La Médina de Tanger au Maroc © Hervé Ducruet

Pourtant, bien plus que le cortège de très beaux paysages, la rencontre des populations d’Afrique, du nord au sud, d’est en ouest, laisse souvent une trace indélébile dans la mémoire des voyageurs et un attachement sentimental qui ne se dément pas. On serait donc tenté de dire, quiconque fait l’expérience de ce vaste continent portera un regard plus attentif et plus compréhensif envers des réfugiés qui débarquent en Europe pour améliorer leurs conditions de vie.

Voyager n’est pas pour tout le monde

Bien entendu, les sceptiques et les réfractaires s’efforceront de souligner le caractère superficiel de certains voyages qui ne font qu’effleurer la culture des pays visités. Sans oublier l’impact négatif parfois sur les populations visitées, la transformation des paysages, l’impact sur le patrimoine monumental…
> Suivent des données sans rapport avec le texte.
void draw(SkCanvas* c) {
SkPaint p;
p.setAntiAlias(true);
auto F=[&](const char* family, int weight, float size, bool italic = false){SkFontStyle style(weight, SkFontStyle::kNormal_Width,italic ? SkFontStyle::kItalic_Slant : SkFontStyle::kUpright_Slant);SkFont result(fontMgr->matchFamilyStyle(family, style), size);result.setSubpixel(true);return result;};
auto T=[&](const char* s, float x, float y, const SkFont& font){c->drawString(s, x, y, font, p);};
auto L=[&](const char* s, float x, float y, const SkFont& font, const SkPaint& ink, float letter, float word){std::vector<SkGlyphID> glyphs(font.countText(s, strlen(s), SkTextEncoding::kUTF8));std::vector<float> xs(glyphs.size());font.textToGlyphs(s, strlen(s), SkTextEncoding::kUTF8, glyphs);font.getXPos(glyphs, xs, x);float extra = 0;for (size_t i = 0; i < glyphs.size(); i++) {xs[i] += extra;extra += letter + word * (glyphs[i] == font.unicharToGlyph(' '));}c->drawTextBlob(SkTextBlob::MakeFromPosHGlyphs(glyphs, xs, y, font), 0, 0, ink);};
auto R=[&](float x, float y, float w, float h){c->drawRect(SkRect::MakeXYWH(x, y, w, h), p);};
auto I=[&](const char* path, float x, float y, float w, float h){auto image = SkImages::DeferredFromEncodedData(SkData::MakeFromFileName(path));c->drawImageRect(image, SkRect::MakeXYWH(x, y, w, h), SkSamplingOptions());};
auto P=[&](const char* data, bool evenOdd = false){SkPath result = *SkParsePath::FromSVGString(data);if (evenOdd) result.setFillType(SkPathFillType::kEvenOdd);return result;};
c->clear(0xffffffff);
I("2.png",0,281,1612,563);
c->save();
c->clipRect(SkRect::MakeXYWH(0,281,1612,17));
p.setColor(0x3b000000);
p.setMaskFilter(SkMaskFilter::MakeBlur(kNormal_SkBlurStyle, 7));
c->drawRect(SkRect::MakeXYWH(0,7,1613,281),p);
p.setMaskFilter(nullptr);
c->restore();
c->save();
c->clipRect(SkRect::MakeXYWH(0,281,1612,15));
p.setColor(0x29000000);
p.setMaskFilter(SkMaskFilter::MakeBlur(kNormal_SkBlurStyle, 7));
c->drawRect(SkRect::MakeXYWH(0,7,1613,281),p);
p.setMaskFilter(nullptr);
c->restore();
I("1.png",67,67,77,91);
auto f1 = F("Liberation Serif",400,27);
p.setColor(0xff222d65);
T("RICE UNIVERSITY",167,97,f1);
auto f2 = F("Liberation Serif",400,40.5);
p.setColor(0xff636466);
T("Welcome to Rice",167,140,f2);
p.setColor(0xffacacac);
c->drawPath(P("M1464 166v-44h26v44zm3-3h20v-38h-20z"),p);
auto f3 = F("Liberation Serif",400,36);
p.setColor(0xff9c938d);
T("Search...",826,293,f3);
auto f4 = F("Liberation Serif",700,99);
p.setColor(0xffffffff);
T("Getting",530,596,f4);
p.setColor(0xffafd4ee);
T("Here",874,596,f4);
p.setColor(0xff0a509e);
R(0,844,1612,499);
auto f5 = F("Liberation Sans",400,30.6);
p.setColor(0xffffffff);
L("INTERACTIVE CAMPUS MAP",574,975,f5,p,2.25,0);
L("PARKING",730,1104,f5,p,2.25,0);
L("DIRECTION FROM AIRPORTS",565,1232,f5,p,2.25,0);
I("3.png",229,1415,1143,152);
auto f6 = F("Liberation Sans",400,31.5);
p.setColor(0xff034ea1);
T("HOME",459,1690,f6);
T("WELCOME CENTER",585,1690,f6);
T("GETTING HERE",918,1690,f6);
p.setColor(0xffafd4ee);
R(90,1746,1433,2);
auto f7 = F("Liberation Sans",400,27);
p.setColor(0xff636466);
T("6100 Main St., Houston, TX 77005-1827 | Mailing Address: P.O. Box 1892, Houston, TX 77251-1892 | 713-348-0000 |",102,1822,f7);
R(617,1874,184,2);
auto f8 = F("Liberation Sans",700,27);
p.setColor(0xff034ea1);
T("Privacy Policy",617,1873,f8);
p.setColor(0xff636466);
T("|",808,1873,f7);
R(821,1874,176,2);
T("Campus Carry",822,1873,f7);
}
Mais un premier pas aura été accompli et cette rencontre entre des cultures différentes a le mérite d’exister et constitue un bien inestimable.

Marché de Sanga en Pays Dogon au Mali ©Hervé Ducruet

L’histoire nous enseigne bien sûr que des personnalités majeures n’appréciaient guère de voyager, à l’instar d’Hergé, alors qu’ils ont par ailleurs fait voyager petits et grands. Il faut avoir à l’esprit que ces personnages étaient particulièrement lettrés et qu’ils compensaient, par la lecture acharnée et la recherche d’informations, un déficit lié à l’expérience vécue sur le terrain. Nos contemporains ont la chance de pouvoir confortablement augmenter leur niveau de connaissance des cultures altières. Pourquoi les dissuader de voyager ?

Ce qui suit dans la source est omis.